#### EXCERPTED DATA
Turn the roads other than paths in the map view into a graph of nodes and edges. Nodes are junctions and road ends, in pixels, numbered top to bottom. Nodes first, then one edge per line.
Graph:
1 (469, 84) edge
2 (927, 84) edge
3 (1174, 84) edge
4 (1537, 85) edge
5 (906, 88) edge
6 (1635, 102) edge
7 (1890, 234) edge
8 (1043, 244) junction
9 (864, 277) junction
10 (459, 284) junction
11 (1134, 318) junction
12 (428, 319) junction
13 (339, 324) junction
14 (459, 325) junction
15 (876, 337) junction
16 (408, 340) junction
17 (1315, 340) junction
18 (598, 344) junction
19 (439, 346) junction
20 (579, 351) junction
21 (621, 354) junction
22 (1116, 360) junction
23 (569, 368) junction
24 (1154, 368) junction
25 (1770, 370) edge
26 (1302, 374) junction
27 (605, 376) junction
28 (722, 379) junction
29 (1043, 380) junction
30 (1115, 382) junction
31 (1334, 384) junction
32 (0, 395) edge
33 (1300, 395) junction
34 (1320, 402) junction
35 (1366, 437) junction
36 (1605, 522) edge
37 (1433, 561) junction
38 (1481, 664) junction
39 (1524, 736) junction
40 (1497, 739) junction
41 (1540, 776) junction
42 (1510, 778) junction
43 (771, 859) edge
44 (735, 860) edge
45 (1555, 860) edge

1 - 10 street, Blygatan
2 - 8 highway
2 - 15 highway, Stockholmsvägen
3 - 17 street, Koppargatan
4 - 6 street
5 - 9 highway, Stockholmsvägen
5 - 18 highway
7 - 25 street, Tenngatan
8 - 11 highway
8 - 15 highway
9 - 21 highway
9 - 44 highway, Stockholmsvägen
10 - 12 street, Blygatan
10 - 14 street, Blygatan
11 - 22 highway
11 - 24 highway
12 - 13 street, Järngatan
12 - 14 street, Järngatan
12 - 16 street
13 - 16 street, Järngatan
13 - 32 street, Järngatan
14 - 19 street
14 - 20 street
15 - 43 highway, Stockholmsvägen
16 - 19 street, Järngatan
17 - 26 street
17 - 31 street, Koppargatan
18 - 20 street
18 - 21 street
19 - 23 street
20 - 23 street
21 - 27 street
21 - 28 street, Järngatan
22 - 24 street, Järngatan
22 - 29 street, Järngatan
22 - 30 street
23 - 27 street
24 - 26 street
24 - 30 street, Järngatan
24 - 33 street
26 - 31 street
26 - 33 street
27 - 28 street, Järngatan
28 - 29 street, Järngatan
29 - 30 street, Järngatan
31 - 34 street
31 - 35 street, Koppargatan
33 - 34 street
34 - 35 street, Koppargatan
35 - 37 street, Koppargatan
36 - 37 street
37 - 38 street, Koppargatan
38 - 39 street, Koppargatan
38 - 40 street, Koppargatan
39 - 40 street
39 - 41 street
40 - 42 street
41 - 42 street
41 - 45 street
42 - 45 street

#### TASK
In the listing above, find every line with the word "highway" and copy it.

#### REPLY
2 - 8 highway
2 - 15 highway, Stockholmsvägen
5 - 9 highway, Stockholmsvägen
5 - 18 highway
8 - 11 highway
8 - 15 highway
9 - 21 highway
9 - 44 highway, Stockholmsvägen
11 - 22 highway
11 - 24 highway
15 - 43 highway, Stockholmsvägen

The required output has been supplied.